>>
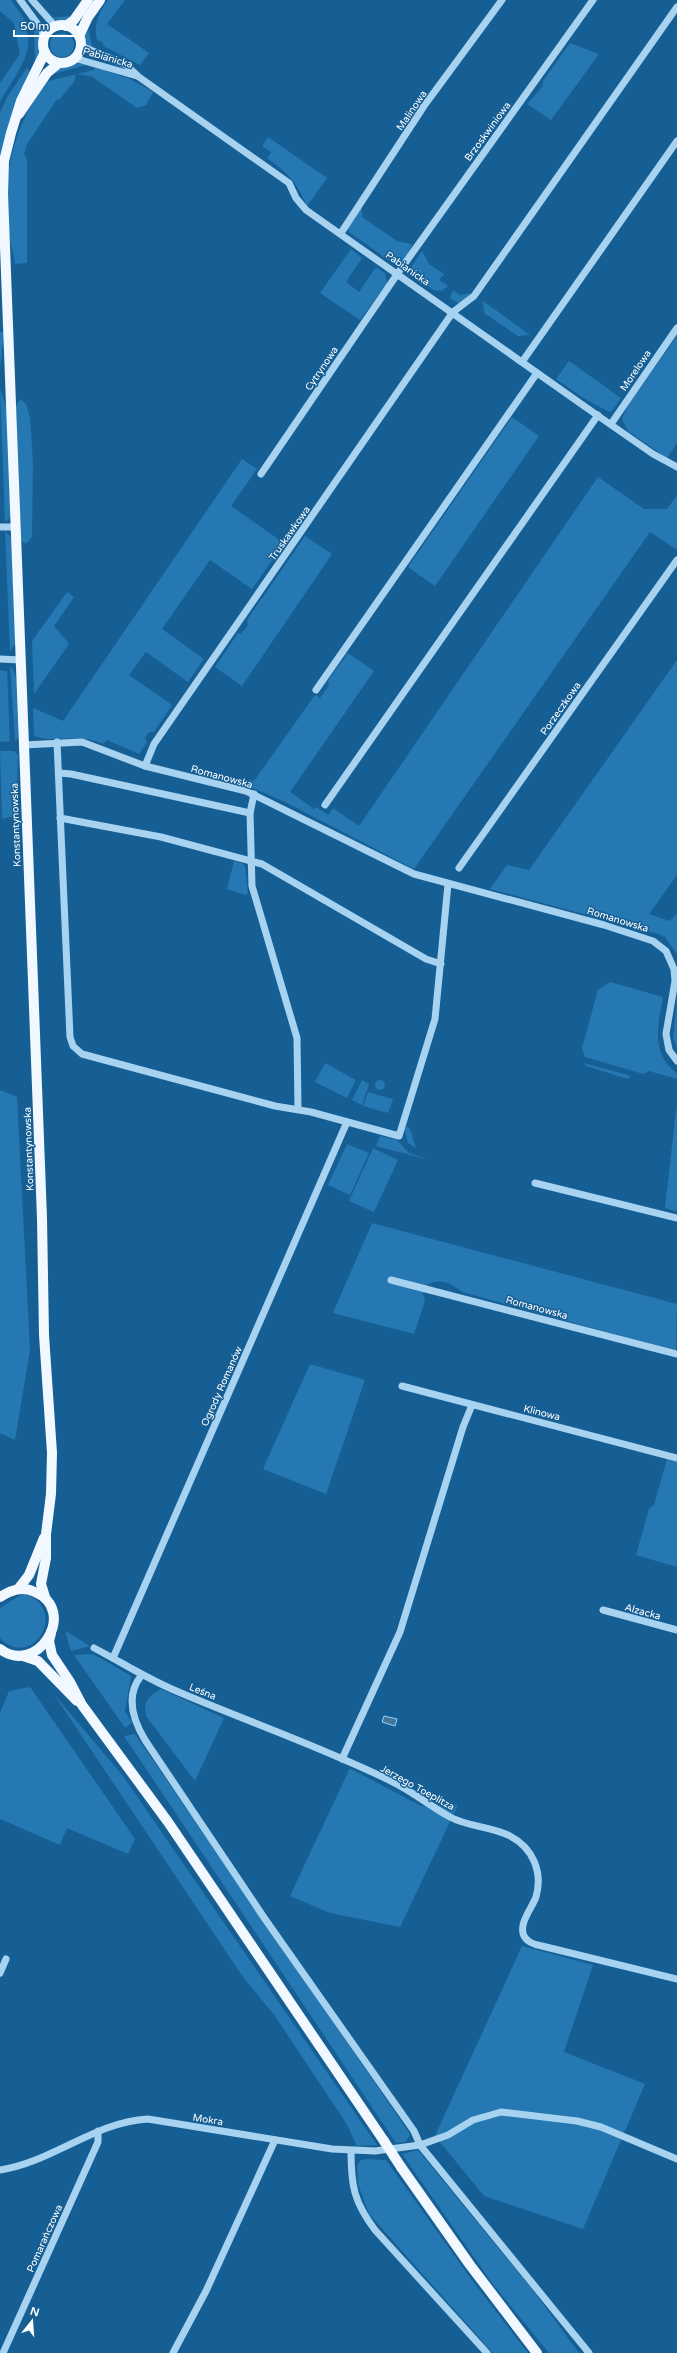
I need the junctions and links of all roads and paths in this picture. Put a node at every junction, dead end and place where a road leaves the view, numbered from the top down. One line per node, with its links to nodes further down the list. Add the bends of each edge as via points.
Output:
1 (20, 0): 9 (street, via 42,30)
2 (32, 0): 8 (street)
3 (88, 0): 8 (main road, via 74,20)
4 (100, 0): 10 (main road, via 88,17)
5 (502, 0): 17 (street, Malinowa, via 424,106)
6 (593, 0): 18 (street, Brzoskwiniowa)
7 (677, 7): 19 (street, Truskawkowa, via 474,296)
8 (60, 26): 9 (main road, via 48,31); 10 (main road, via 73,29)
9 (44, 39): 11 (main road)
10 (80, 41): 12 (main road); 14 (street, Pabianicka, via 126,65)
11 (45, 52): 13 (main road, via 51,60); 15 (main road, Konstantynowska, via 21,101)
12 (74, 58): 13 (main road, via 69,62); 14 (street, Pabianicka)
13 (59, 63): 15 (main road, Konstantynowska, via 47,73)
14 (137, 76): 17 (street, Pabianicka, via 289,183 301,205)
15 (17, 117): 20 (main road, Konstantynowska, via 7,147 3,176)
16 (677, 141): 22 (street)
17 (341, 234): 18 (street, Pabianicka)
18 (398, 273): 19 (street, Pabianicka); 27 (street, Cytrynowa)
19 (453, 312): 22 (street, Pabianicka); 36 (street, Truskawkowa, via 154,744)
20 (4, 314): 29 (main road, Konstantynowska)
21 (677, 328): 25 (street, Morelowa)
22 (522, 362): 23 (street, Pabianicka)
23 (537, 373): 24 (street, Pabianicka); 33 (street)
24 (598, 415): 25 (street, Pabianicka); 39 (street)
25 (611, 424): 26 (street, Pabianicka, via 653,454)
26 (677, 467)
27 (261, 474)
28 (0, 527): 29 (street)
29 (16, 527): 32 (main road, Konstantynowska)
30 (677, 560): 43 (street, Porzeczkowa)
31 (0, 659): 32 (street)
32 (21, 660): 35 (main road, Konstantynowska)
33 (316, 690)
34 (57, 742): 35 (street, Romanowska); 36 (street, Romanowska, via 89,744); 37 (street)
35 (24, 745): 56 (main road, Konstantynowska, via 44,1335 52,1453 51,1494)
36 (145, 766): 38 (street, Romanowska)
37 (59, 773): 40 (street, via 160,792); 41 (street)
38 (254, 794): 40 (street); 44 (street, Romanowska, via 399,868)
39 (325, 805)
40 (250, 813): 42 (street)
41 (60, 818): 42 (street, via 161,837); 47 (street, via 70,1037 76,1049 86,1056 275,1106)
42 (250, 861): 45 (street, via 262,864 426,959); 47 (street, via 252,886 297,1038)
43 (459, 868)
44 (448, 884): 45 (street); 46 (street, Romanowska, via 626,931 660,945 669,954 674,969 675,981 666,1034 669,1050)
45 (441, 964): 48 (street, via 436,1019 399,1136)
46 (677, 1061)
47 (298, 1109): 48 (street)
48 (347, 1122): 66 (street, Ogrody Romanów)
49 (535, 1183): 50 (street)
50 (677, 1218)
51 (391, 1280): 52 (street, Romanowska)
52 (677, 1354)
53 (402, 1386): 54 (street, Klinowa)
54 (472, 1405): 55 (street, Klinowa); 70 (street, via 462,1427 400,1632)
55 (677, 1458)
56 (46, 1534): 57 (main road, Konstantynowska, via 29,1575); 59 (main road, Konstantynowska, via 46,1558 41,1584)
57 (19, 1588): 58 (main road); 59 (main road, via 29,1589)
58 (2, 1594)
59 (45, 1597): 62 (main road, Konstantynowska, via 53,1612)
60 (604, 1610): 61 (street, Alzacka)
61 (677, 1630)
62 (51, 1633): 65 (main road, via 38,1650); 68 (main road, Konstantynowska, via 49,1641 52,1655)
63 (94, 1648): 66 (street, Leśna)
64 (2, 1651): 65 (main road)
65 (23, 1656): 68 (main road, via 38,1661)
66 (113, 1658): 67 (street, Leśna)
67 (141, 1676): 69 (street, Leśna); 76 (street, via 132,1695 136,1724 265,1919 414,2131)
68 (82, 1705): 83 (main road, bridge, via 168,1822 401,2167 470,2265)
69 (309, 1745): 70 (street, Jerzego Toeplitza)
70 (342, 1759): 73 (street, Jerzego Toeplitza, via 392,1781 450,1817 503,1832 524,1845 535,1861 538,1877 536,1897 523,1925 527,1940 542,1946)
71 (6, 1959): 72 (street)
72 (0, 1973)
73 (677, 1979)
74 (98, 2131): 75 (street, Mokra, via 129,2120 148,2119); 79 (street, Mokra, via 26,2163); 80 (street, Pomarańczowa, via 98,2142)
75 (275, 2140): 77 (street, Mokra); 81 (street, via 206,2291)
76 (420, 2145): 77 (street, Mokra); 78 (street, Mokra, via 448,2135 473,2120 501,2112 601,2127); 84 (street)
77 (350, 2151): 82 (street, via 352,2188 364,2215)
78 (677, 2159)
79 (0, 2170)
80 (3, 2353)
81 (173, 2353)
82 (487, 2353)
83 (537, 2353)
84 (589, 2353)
<<
>>
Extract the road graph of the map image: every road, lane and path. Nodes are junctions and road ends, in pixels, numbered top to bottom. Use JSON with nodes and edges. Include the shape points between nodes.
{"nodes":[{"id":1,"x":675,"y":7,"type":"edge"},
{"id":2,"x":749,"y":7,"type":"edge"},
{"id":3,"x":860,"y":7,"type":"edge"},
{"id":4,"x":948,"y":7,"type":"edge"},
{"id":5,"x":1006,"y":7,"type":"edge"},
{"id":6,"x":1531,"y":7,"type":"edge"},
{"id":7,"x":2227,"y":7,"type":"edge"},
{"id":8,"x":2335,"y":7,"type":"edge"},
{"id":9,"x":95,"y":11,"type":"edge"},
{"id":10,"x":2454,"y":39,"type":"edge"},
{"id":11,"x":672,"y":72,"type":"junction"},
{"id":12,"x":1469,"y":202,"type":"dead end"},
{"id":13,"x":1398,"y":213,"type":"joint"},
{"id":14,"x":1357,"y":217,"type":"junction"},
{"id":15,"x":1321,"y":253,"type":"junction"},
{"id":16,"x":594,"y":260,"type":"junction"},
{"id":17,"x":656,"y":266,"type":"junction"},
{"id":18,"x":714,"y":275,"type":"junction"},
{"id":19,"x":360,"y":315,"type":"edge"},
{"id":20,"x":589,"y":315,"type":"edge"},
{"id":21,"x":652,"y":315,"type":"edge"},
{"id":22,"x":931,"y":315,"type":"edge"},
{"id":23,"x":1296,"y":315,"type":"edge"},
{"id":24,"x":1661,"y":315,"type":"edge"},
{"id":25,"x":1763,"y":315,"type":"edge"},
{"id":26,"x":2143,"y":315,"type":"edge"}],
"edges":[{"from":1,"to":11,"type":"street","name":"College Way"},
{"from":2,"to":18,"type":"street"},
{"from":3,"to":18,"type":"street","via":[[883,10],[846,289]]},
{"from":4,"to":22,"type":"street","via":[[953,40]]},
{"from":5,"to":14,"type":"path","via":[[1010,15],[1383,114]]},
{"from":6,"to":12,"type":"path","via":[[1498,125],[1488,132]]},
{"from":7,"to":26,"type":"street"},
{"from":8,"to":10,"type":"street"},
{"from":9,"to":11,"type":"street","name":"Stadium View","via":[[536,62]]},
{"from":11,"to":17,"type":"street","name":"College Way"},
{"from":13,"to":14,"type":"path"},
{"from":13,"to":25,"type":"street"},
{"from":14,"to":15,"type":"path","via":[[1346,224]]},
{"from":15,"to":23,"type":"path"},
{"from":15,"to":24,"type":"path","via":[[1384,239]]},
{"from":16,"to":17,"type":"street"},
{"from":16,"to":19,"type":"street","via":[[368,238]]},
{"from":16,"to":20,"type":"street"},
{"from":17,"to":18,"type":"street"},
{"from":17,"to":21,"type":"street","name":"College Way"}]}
<<
>>
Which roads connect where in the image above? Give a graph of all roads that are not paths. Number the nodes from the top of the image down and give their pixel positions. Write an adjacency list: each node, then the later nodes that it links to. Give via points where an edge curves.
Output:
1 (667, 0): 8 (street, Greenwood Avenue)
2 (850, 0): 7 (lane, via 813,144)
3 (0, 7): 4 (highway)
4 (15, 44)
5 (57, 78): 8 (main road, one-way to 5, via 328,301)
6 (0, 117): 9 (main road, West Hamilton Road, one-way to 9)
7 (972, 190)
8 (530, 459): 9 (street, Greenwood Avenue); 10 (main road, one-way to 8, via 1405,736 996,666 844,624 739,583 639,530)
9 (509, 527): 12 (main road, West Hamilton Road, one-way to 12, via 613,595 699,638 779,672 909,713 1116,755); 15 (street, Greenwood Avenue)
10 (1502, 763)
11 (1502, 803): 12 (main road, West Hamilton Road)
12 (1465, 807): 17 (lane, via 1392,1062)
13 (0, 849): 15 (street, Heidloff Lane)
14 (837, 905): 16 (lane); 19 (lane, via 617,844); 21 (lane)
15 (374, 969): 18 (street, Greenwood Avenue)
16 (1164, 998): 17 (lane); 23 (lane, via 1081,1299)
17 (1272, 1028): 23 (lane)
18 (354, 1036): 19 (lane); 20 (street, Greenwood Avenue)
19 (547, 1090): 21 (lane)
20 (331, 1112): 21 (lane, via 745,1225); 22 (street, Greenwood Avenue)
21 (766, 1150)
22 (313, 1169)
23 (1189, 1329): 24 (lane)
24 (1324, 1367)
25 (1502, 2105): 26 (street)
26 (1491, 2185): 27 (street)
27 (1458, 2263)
<<
Filter the records above down to the lines that hold the string "links".

TASK RESULT:
I need the junctions and links of all roads and paths in this picture. Put a node at every junction, dead end and place where a road leaves the view, numbered from the top down. One line per node, with its links to nodes further down the list. Add the bends of each edge as via points.
Which roads connect where in the image above? Give a graph of all roads that are not paths. Number the nodes from the top of the image down and give their pixel positions. Write an adjacency list: each node, then the later nodes that it links to. Give via points where an edge curves.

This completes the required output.